====== Data to process ======

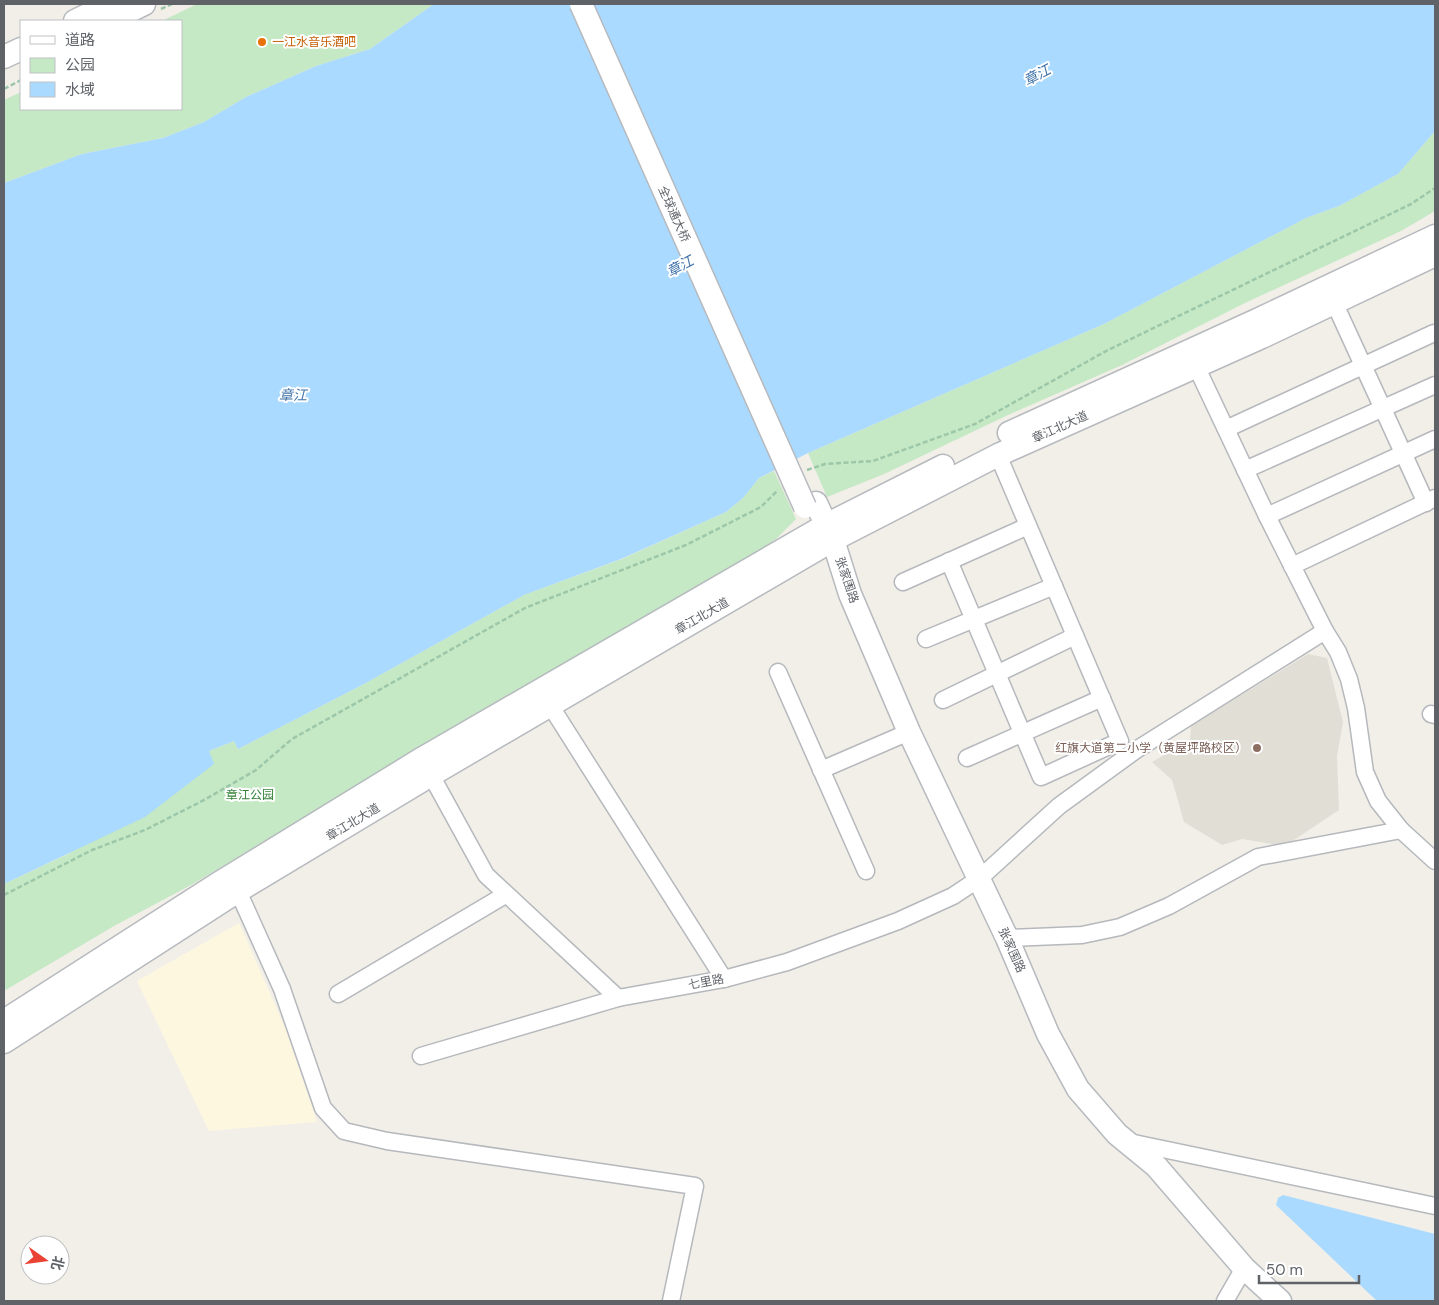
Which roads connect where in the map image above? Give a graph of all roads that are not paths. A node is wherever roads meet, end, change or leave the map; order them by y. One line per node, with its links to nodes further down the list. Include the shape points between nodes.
1 (110, 4): 5 (main road)
2 (144, 4): 6 (main road)
3 (581, 4): 25 (main road, 全球通大桥, bridge)
4 (596, 4): 25 (main road, 全球通大桥)
5 (77, 20)
6 (112, 20)
7 (20, 49): 8 (main road)
8 (4, 57)
9 (20, 66): 10 (main road)
10 (4, 74)
11 (1435, 236): 28 (main road, 章江北大道, via 992,440)
12 (1435, 255): 13 (main road, 章江北大道)
13 (1334, 302): 15 (main road, 章江北大道); 16 (street)
14 (1434, 333): 16 (street)
15 (1196, 366): 19 (street); 22 (main road, 章江北大道)
16 (1363, 366): 18 (street); 19 (street)
17 (1435, 385): 18 (street)
18 (1383, 408): 21 (street); 23 (street)
19 (1226, 429): 23 (street)
20 (1435, 440): 21 (street)
21 (1403, 454): 24 (street); 26 (street)
22 (998, 455): 27 (street); 28 (main road, 章江北大道)
23 (1245, 470): 26 (street)
24 (1430, 500): 30 (street)
25 (810, 505): 28 (main road, 张家围路)
26 (1267, 516): 30 (street)
27 (1028, 526): 29 (street); 32 (street)
28 (824, 536): 41 (main road, 章江北大道); 42 (main road, 张家围路); 57 (main road, 章江北大道, via 415,764 211,888)
29 (949, 561): 31 (street); 33 (street)
30 (1292, 566): 34 (street)
31 (903, 582)
32 (1054, 586): 33 (street); 35 (street)
33 (974, 619): 36 (street); 38 (street)
34 (1325, 631): 47 (street, via 1349,679 1365,772 1378,801); 50 (street, 七里路, via 1136,750 1059,806)
35 (1075, 636): 38 (street); 39 (street)
36 (926, 639)
37 (778, 672): 45 (street)
38 (998, 673): 40 (street); 43 (street)
39 (1102, 698): 43 (street); 43 (street, via 1120,741 1041,777)
40 (942, 700)
41 (550, 705): 46 (main road, 章江北大道); 54 (street)
42 (909, 732): 45 (street); 50 (main road, 张家围路)
43 (1023, 733): 44 (street)
44 (967, 758)
45 (821, 770): 49 (street)
46 (431, 775): 51 (main road, 章江北大道); 52 (street, via 486,875)
47 (1401, 830): 48 (street); 53 (street, via 1258,857 1169,906 1120,926 1082,935)
48 (1435, 861)
49 (866, 871)
50 (980, 878): 53 (main road, 张家围路); 54 (street, 七里路, via 953,896 889,924 787,962)
51 (238, 891): 58 (main road, 章江北大道); 63 (street, via 282,989 323,1108 344,1131 387,1141 695,1186)
52 (505, 894): 55 (street); 56 (street)
53 (1007, 938): 60 (main road, 张家围路, via 1048,1034 1078,1089)
54 (724, 978): 56 (street, 七里路)
55 (338, 994)
56 (618, 998): 59 (street, 七里路)
57 (4, 1021)
58 (4, 1042)
59 (421, 1056)
60 (1126, 1141): 61 (street); 62 (main road, 张家围路, via 1156,1166)
61 (1435, 1206)
62 (1244, 1268): 64 (street); 65 (main road, 张家围路)
63 (671, 1301)
64 (1224, 1301)
65 (1280, 1301)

======

Whenever a line includes the word "张家围路", pull it out of the entries.

25 (810, 505): 28 (main road, 张家围路)
28 (824, 536): 41 (main road, 章江北大道); 42 (main road, 张家围路); 57 (main road, 章江北大道, via 415,764 211,888)
42 (909, 732): 45 (street); 50 (main road, 张家围路)
50 (980, 878): 53 (main road, 张家围路); 54 (street, 七里路, via 953,896 889,924 787,962)
53 (1007, 938): 60 (main road, 张家围路, via 1048,1034 1078,1089)
60 (1126, 1141): 61 (street); 62 (main road, 张家围路, via 1156,1166)
62 (1244, 1268): 64 (street); 65 (main road, 张家围路)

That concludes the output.